Morena, tu piel de fuego
despierta.
Tu piel,
ojos,
boca
salvajes
encienden.
Feroces
llaman
mi deseo.

Quéjese al fabricante


Que ya voy de salida, ¿y qué?

No necesito tanto, lo sé.

En mí vive la misma niña

que cantaba canciones tristes

justo antes de dormir.

Entonces no me arrullaban princesas,

solo me acompañaba el pensamiento

de los niños hambrientos de Praga,

de los perros callejeros de mi barrio,

de mis padres dejando la vida

para darme una mejor.

Y mi soledad.

Sigo atada a los recuerdos

de mis amigas riendo, inocentes,

saltando en los charcos

bajo la lluvia a cántaros,

hablando del primer amor,

del primer beso,

que para mí tardó demasiado,

aunque la maternidad me llegó temprana

con una adultez atropellada.

Todo a destiempo.

Me llegan los años y no me acostumbro.

La idea de la muerte no me asusta.

Solo quiero vivir sin relicarios

con la mente despejada

y el cuerpo dispuesto.

De vez en cuando llorar de amor,

o reír a carcajadas con la gente que amo.

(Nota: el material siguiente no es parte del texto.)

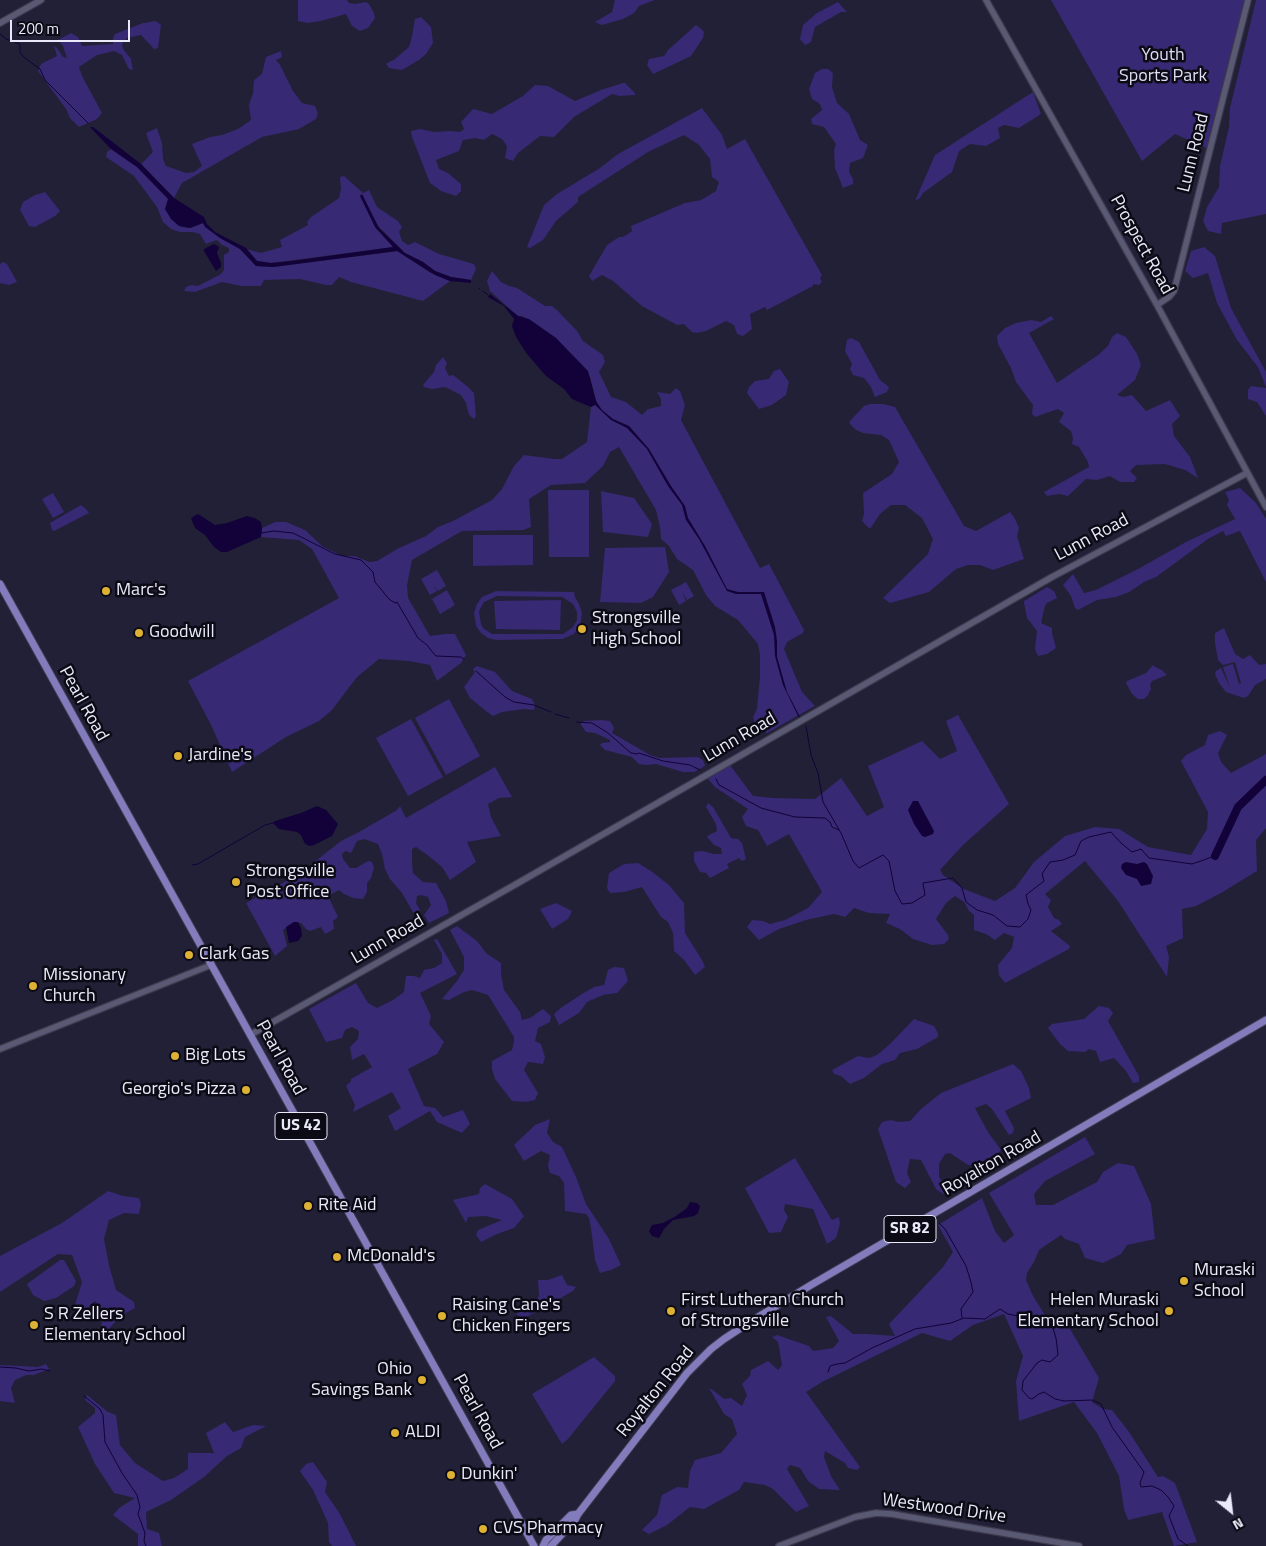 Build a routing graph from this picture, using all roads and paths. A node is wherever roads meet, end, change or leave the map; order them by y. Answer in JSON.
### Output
{"nodes":[{"id":1,"x":41,"y":0,"type":"edge"},
{"id":2,"x":986,"y":0,"type":"edge"},
{"id":3,"x":1248,"y":0,"type":"edge"},
{"id":4,"x":0,"y":23,"type":"edge"},
{"id":5,"x":1157,"y":305,"type":"junction"},
{"id":6,"x":1247,"y":473,"type":"junction"},
{"id":7,"x":1266,"y":507,"type":"edge"},
{"id":8,"x":0,"y":584,"type":"edge"},
{"id":9,"x":211,"y":965,"type":"junction"},
{"id":10,"x":1266,"y":1020,"type":"edge"},
{"id":11,"x":250,"y":1035,"type":"junction"},
{"id":12,"x":0,"y":1049,"type":"edge"},
{"id":13,"x":578,"y":1514,"type":"junction"},
{"id":14,"x":534,"y":1546,"type":"edge"},
{"id":15,"x":543,"y":1546,"type":"edge"},
{"id":16,"x":551,"y":1546,"type":"edge"},
{"id":17,"x":779,"y":1546,"type":"edge"},
{"id":18,"x":1079,"y":1546,"type":"edge"}],
"edges":[{"from":1,"to":4,"type":"street"},
{"from":2,"to":5,"type":"street","name":"Prospect Road"},
{"from":3,"to":5,"type":"street","name":"Lunn Road"},
{"from":5,"to":6,"type":"street","name":"Prospect Road"},
{"from":6,"to":7,"type":"street","name":"Prospect Road"},
{"from":6,"to":11,"type":"street","name":"Lunn Road"},
{"from":8,"to":9,"type":"main road","name":"Pearl Road","number":"US 42"},
{"from":9,"to":11,"type":"main road","name":"Pearl Road","number":"US 42"},
{"from":9,"to":12,"type":"street"},
{"from":10,"to":13,"type":"main road","name":"Royalton Road","number":"SR 82"},
{"from":11,"to":14,"type":"main road","name":"Pearl Road","number":"US 42"},
{"from":13,"to":15,"type":"main road","name":"Royalton Road","number":"SR 82"},
{"from":13,"to":16,"type":"main road","name":"Royalton Road","number":"SR 82"},
{"from":17,"to":18,"type":"street","name":"Westwood Drive"}]}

Que no maduro, que hago locuras.

Que me digan intensa, ¿y qué?

Fue así como fui creada.

¿Alguna queja?

Quéjese con el fabricante.

Fortissíssimo


—¡Magnitud diez!
—¿Qué es?
—Un arma.
—¿Un arma?

Un arma que toma dos armas.
¡Quién diría que la música
está bajo el control de las matemáticas!
Te atormenta el arte y no el karma.

Si quieres tocar una nota
te espera un sacrificio.
Exige todo tu aire,
requiere todo tu cuerpo.

Tú no la tocas a ella,
ella te somete a ti.
Ahora te duelen los dedos,
mañana todo el cuerpo.

Llegar al re mayor no es sencillo,
empieza mezzoforte
y termina fortissíssimo.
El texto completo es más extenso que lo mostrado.